In Tetris for the CD-i, pieces can not be soft dropped, only hard dropped using the second button. There is no lock delay; keeping your stack low is to the player's advantage for survival.
Before starting the game, the player may select their starting level, and a height. Changing the height from "0" will start the game with very sparse garbage rows.
When the game ends you have the option to enter your name for a high score which is saved to the system's memory.
During the line clear delay, or level changes, if the player presses left or right and releases, when the next piece appears in the well it will move one cell in the direction the player pressed.
There are no wall kicks, and pieces can only be rotated counter-clockwise. The rotation system is reminiscent of Sega rotation, with pieces aligning to the floor, though some offsets are different. Pieces also spawn right handed instead of the left seen in Sega rotation.
Points are only scored when placing pieces. Points earned by placing a piece is affected by the height of the piece when it locks. Higher placements are awarded more points. Clearing lines does not award the player any extra points.
Hard dropping a piece also awards more points, and the amount is determined by the height of the hard drop.
Each stage features a new motion background, and new song. Clear lines to progress to the next stage. To increase a level a minimum amount of line clears is needed. For example, when starting from level 0 or level 1, the total line clears needed to reach level 2 is 21.
Because the CD-i was a commercial failure, and the relative age of the game, it mostly went under the radar for years. Eventually around 2016 people started rediscovering the game, and the soundtrack. Many blog posts were written about it, promoting it's quality and vaporwave sound.
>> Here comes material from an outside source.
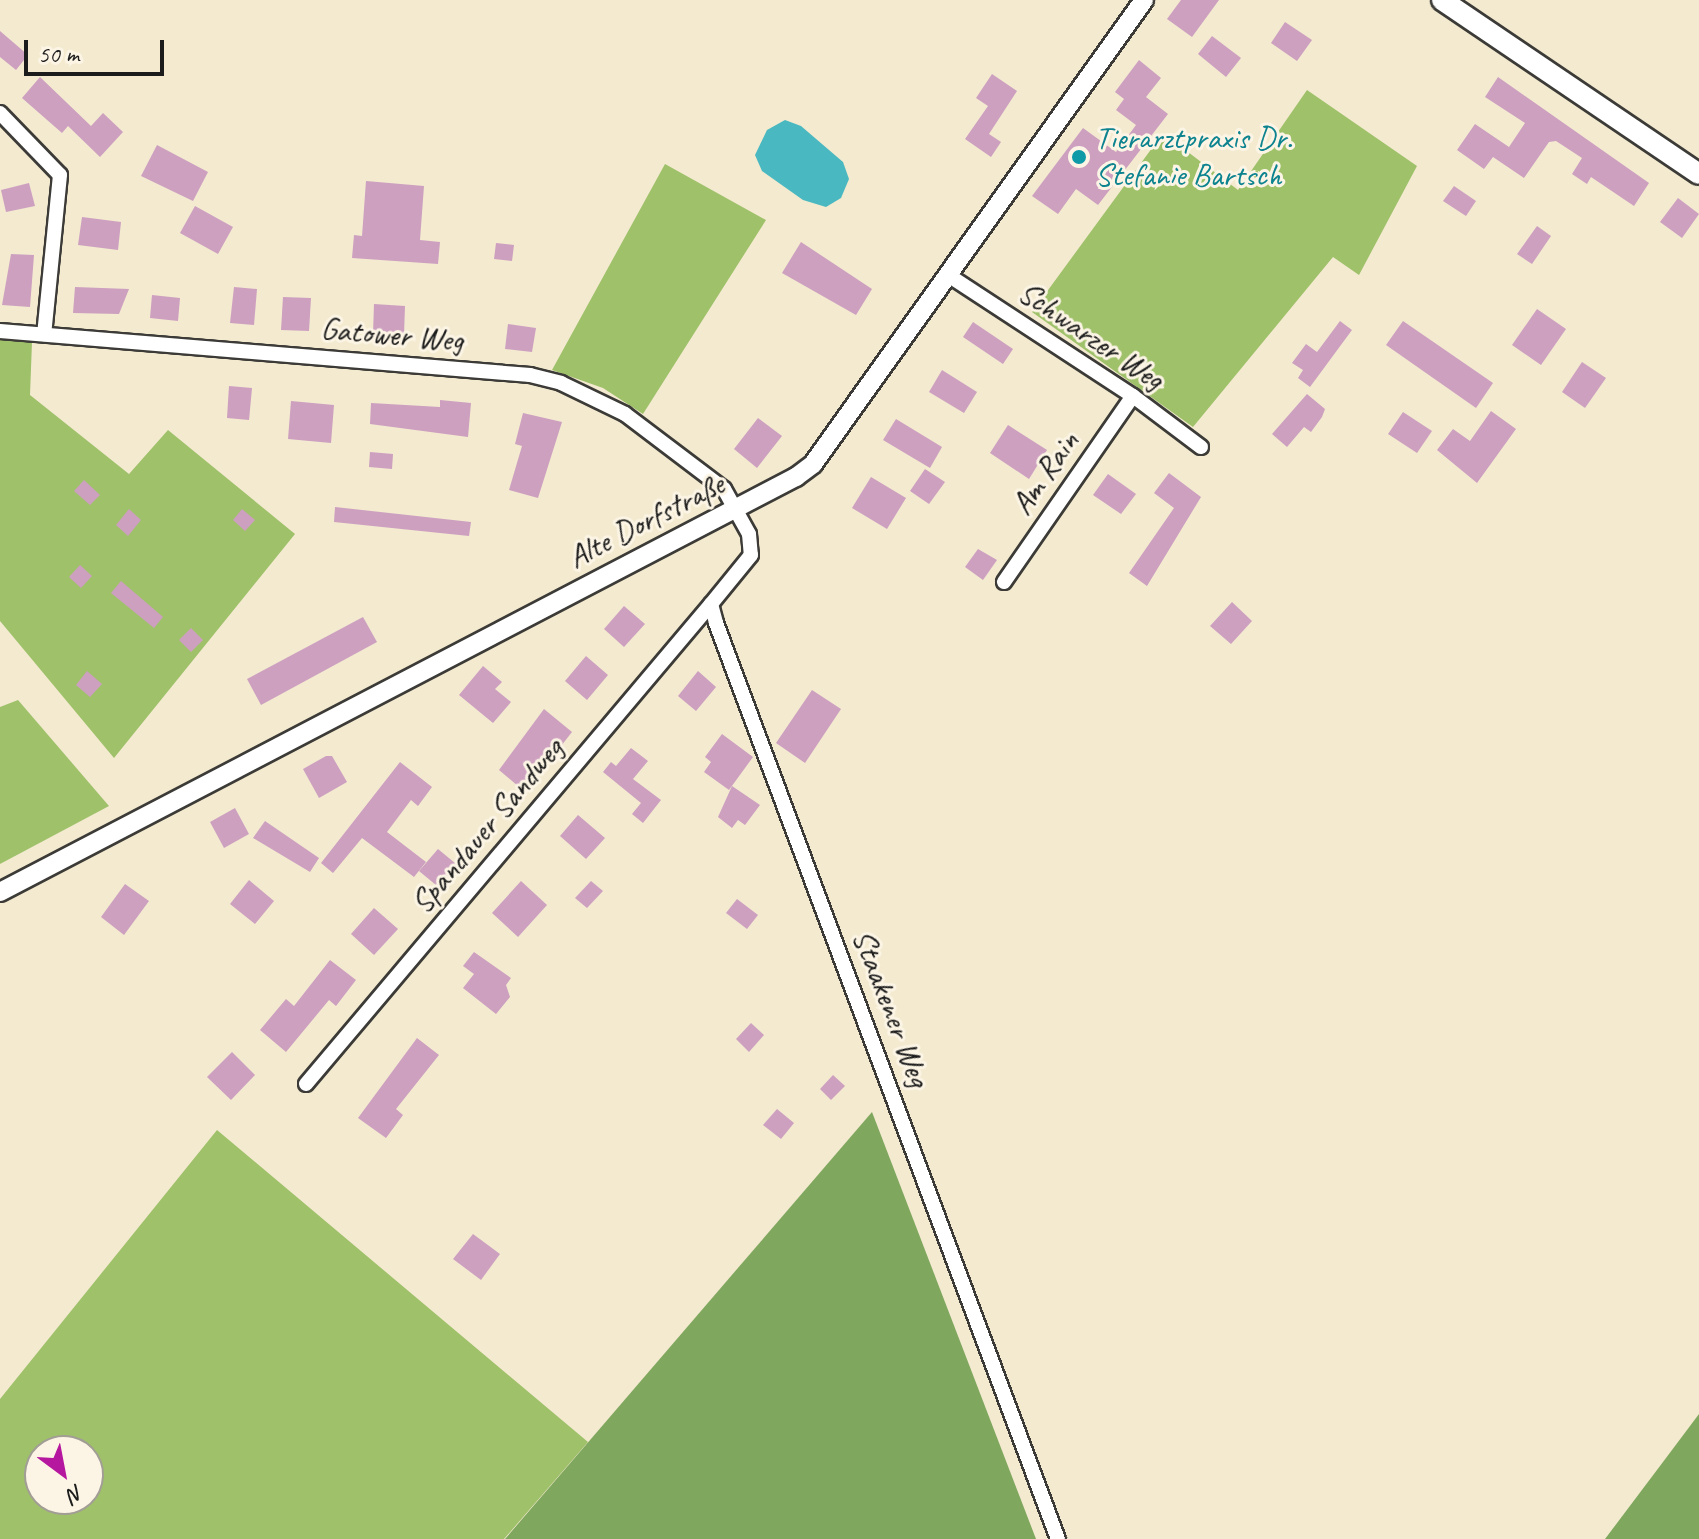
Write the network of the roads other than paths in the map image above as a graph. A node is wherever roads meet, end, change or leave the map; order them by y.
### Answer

Along with that came a slew of mashups, remixes, and covers.
In February, 2020, a bootleg vinyl of the soundtrack was released by Unfortunateface, which was released without Philips' or Jim Andron's knowledge. Unfortunateface had tried to establish contact with Andron, and had set aside the profits from the sales for him. Eventually the matter was settled, with Andron saying a less limited release was in the works.
- "Discovering the Vaporwave Sound of CD-i Tetris". Original Sound Version. April 28, 2017. Archived from the original on 2017-07-02. Retrieved 2022-04-05.
- "Before ‘Tetris Effect,’ There Was the Vaporwave Bliss of Tetris on the CD-i". fanbyte. August 24, 2020. Archived from the original on 2021-10-22. Retrieved 2022-04-05.